Red Sea Star, 2007

Leopold Kessler
Red Sea Star, 2007
high-definition video projection

Overview

In 2004, while still a student at the Akademie der bildenden Künste in Vienna, Leopold Kessler installed a 1,200m long electric cable from his studio at the academy to his private apartment – for programmatic reasons and without seeking permission beforehand (Akademiekabel, 2004).For several weeks the artist obtained power parasitically from the institute’s supply, until the day of his graduation, when he literally cut the cord. The only visual outcome of the project is a video, showing him (with the help of several orange-jacketed friends) dismantling and rolling up the cable all the way back round a gigantic cable- drum (Diplom, 2004). In this early work, Kessler playfully posed questions about our daily need for energy – where it comes from and to whom it belongs – through a simple yet circuitous, humorous yet subversive act of annexation. This strategy of gentle anarchism is integral to his artistic practice. Kessler’s interventions in public space operate somewhere between service and sabotage, and explore the very relationship of the individual to his environment. Often disguised in blue workers’ overalls, Kessler makes unauthorised interventions against public facilities, repairing things or altering them according to his own personal needs – or just for the purpose of creating a moment of absurdity, surprise or irritation in our daily routine.
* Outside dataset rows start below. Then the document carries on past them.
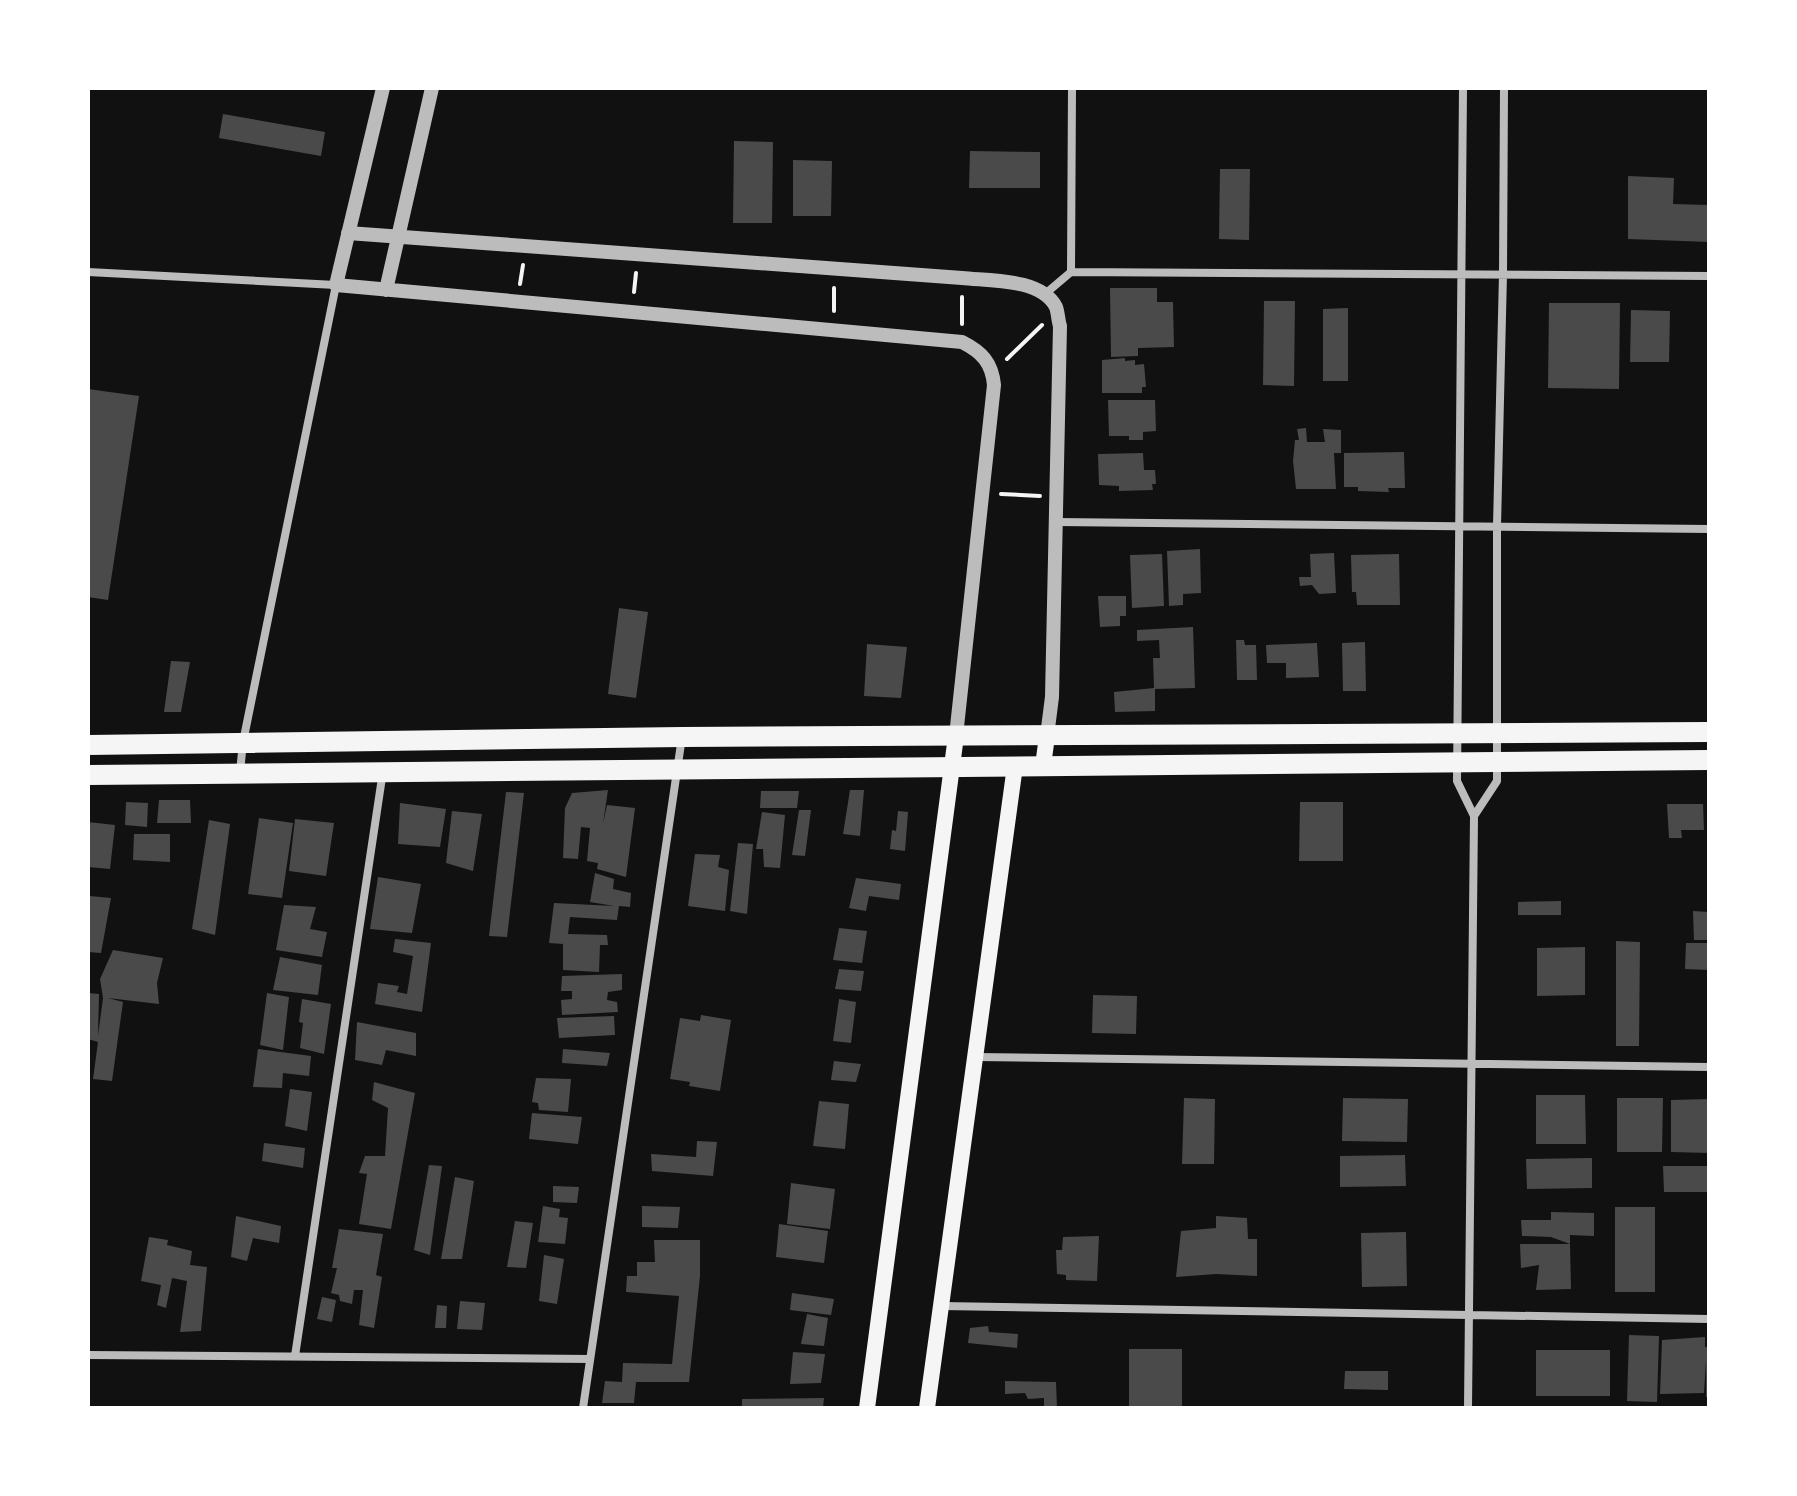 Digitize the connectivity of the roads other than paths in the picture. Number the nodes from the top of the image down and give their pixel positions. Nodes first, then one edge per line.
1 (383, 88) edge
2 (432, 88) edge
3 (1072, 88) edge
4 (1463, 88) edge
5 (1504, 88) edge
6 (348, 233) junction
7 (399, 237) junction
8 (88, 272) edge
9 (1071, 272) junction
10 (1460, 274) junction
11 (1503, 274) junction
12 (1709, 276) edge
13 (336, 285) junction
14 (386, 290) junction
15 (1045, 294) junction
16 (1056, 522) junction
17 (1458, 526) junction
18 (1497, 526) junction
19 (1709, 529) edge
20 (1709, 732) edge
21 (1458, 734) junction
22 (1498, 734) junction
23 (956, 736) junction
24 (1047, 736) junction
25 (682, 737) junction
26 (243, 742) junction
27 (88, 745) edge
28 (1709, 760) edge
29 (1458, 762) junction
30 (1498, 762) junction
31 (1015, 766) junction
32 (1043, 766) junction
33 (677, 767) junction
34 (952, 767) junction
35 (383, 771) junction
36 (240, 772) junction
37 (88, 775) edge
38 (1474, 816) junction
39 (975, 1057) junction
40 (1472, 1064) junction
41 (1709, 1067) edge
42 (941, 1306) junction
43 (1469, 1317) junction
44 (1709, 1319) edge
45 (88, 1355) edge
46 (295, 1356) junction
47 (590, 1359) junction
48 (583, 1408) edge
49 (867, 1408) edge
50 (927, 1408) edge
51 (1468, 1408) edge

1 - 6 street
2 - 7 street
3 - 9 street
4 - 10 street
5 - 11 street
6 - 7 street
6 - 13 street
7 - 14 street
7 - 15 street
8 - 13 street
9 - 10 street
9 - 15 street
10 - 11 street
10 - 17 street
11 - 12 street
11 - 18 street
13 - 14 street
13 - 26 street
14 - 23 street
15 - 16 street
16 - 17 street
16 - 24 street
17 - 18 street
17 - 21 street
18 - 19 street
18 - 22 street
20 - 22 main road
21 - 22 main road
21 - 24 main road
21 - 29 street
22 - 30 street
23 - 24 main road
23 - 25 main road
23 - 34 main road
24 - 32 main road
25 - 26 main road
25 - 33 street
26 - 27 main road
26 - 36 street
28 - 30 main road
29 - 30 main road
29 - 32 main road
29 - 38 street
30 - 38 street
31 - 32 main road
31 - 34 main road
31 - 39 main road
33 - 34 main road
33 - 35 main road
33 - 47 street
34 - 49 main road
35 - 36 main road
35 - 46 street
36 - 37 main road
38 - 40 street
39 - 40 street
39 - 42 main road
40 - 41 street
40 - 43 street
42 - 43 street
42 - 50 main road
43 - 44 street
43 - 51 street
45 - 46 street
46 - 47 street
47 - 48 street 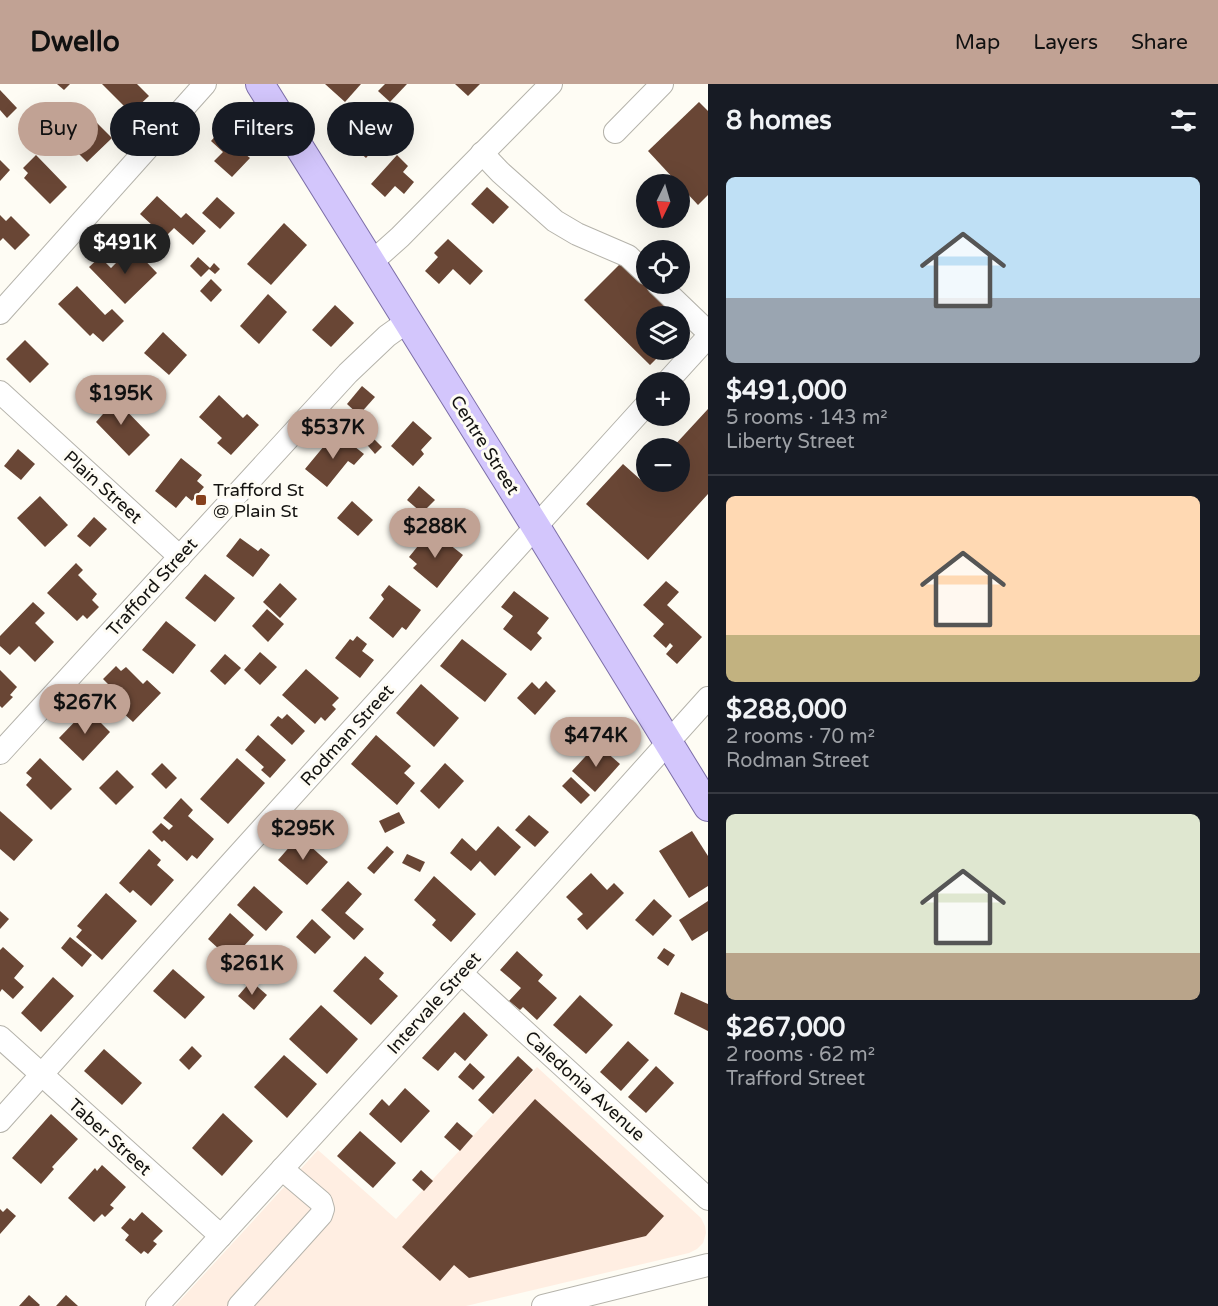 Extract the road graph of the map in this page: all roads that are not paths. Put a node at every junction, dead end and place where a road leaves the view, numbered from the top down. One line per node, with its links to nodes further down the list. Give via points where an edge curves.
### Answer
1 (205, 84): 10 (street)
2 (260, 84): 7 (main road, Centre Street)
3 (550, 84): 6 (street)
4 (662, 84): 5 (street)
5 (615, 132)
6 (482, 153): 7 (street); 8 (street, via 555,221 623,253)
7 (372, 262): 11 (main road, Centre Street)
8 (636, 264)
9 (668, 294): 12 (street)
10 (0, 313)
11 (408, 321): 17 (main road, Centre Street); 18 (street, Trafford Street, via 348,373)
12 (708, 332)
13 (708, 337): 14 (street)
14 (676, 372)
15 (0, 392): 18 (street, Plain Street)
16 (636, 416): 17 (street, Rodman Street)
17 (536, 527): 20 (main road, Centre Street); 25 (street, Rodman Street)
18 (180, 557): 21 (street, Trafford Street)
19 (708, 698): 20 (street, Intervale Street)
20 (668, 743): 22 (main road, Centre Street); 23 (street, Intervale Street)
21 (0, 753)
22 (708, 807)
23 (461, 973): 27 (street, Intervale Street); 28 (street, Caledonia Avenue)
24 (0, 1037): 25 (street, Taber Street)
25 (42, 1075): 26 (street, Rodman Street); 29 (street, Taber Street)
26 (0, 1120)
27 (282, 1169): 29 (street, Intervale Street); 32 (street, via 321,1202 323,1209)
28 (708, 1199)
29 (221, 1236): 31 (street, Intervale Street)
30 (708, 1265): 33 (street)
31 (157, 1306)
32 (239, 1306)
33 (543, 1306) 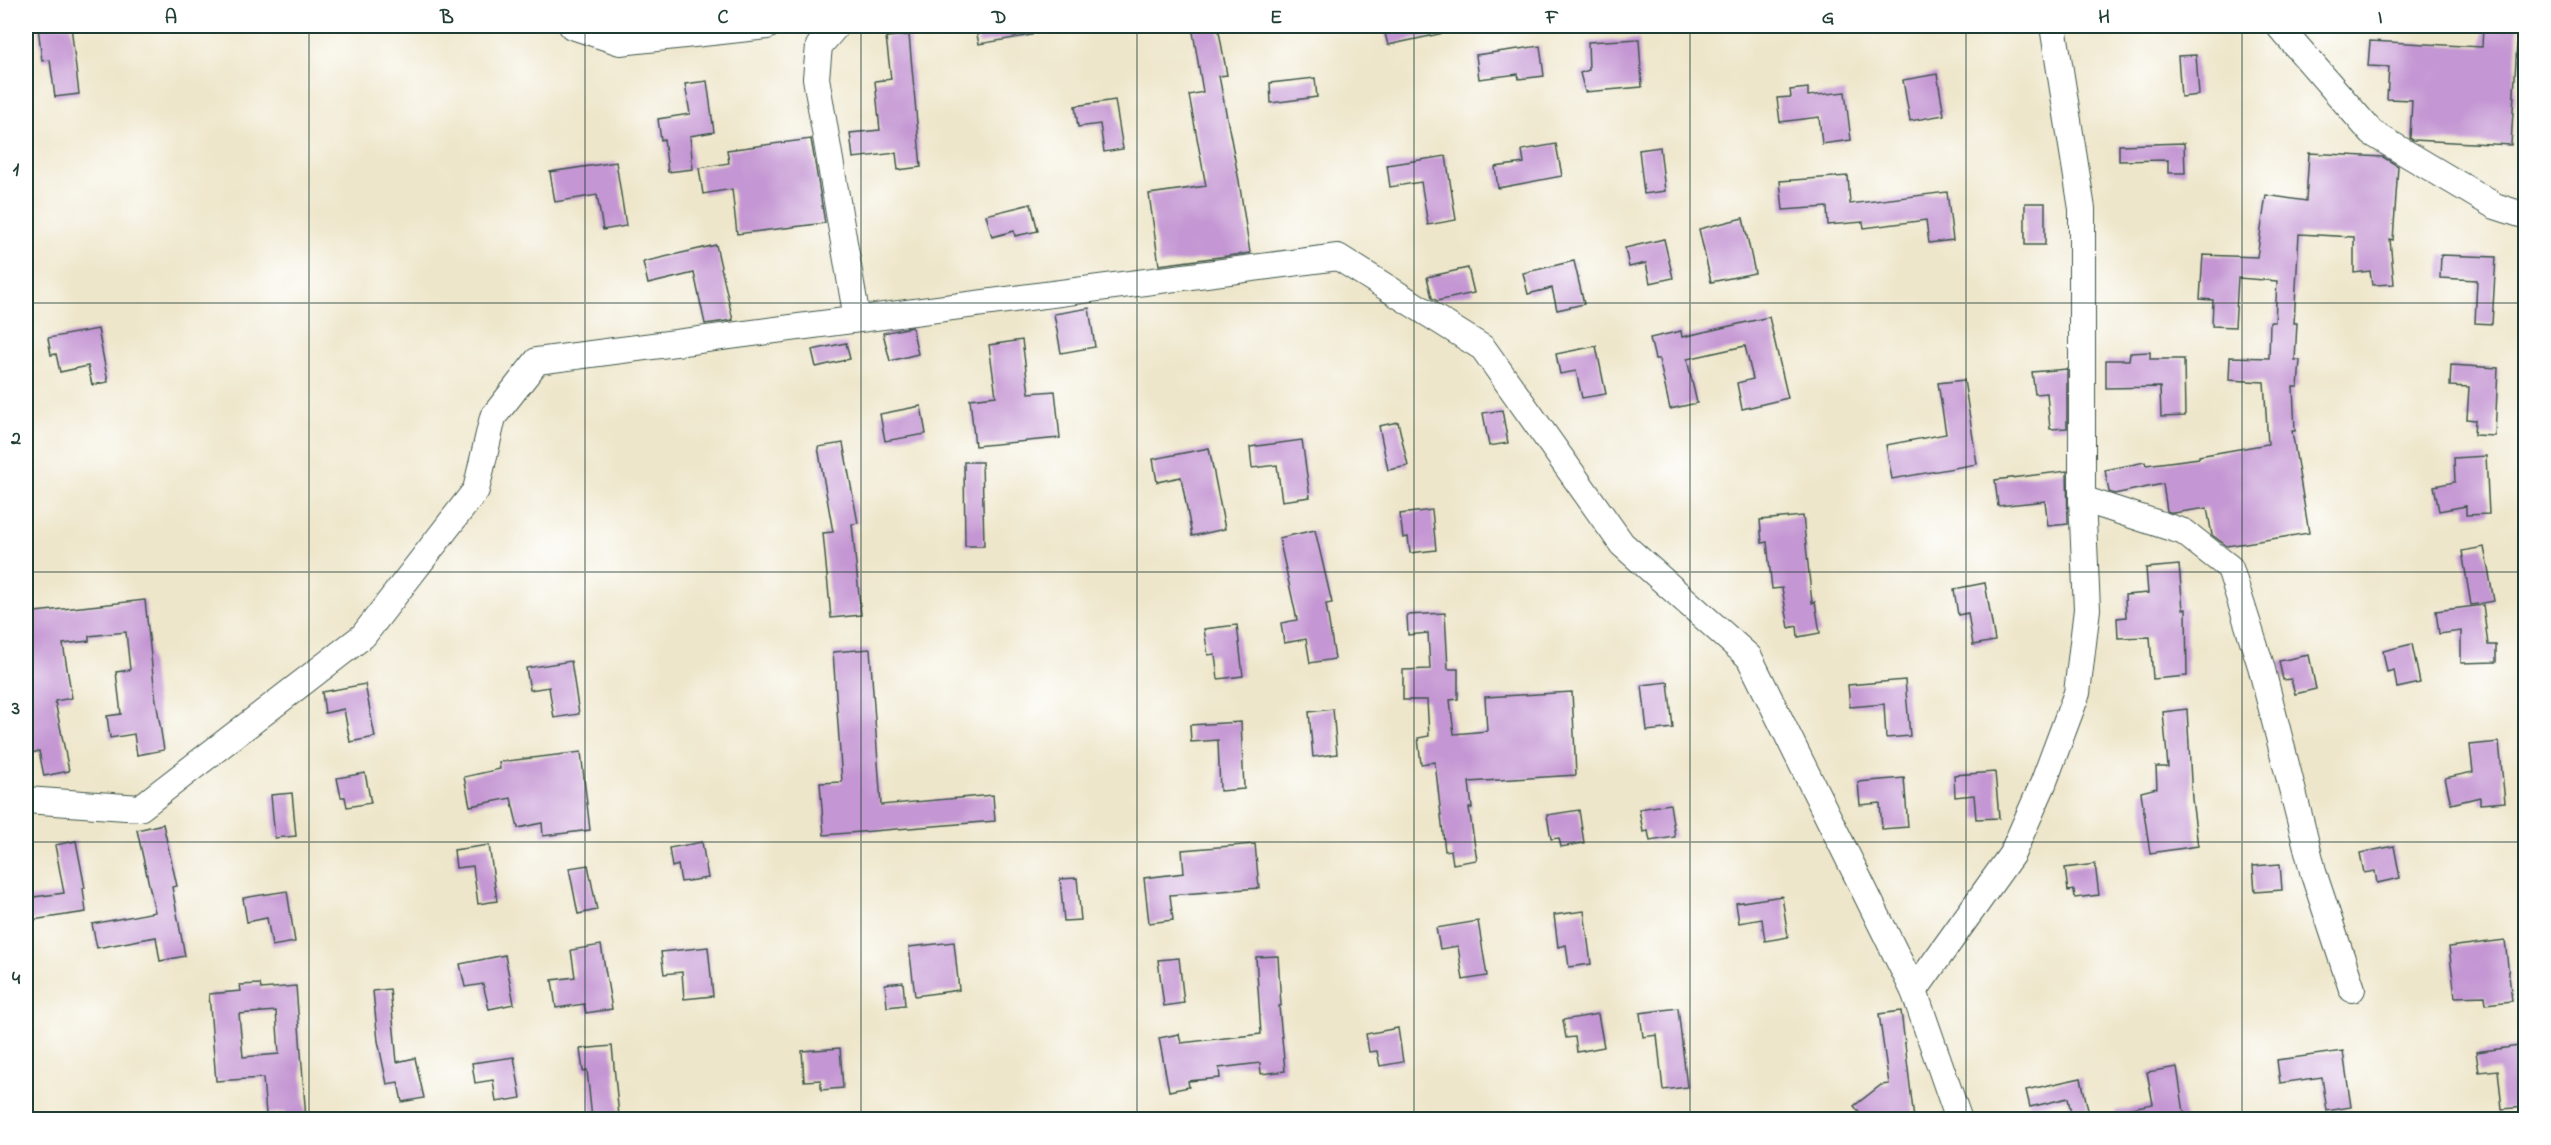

He has equipped street lamps with a remote control, allowing him to switch the lights off and on, as necessary (Privatized, 2003), used the letter ‘O’ in a police station lightbox as portal to a secret depot for storing money (Depot, 2005), manipulated the water pressure of public fountains in the Austrian city of Graz, so that they spat their water jets beyond their basins, eventually flooding a busy square (Graz Hauptplatz, 2006), and linked two soda machines via gsm-technique, so that if a coin were inserted in one machine, the selected can dropped out of the other, and vice versa; the machines could connect places around the globe (Soda Machine a/b, 2006). With his secret operations, Kessler takes simple given functions that are in the public domain into his own hands, and by altering them or reversing them, questions the way in which we passively interact with a given surrounding.


This project was part of Sharjah Biennial 8.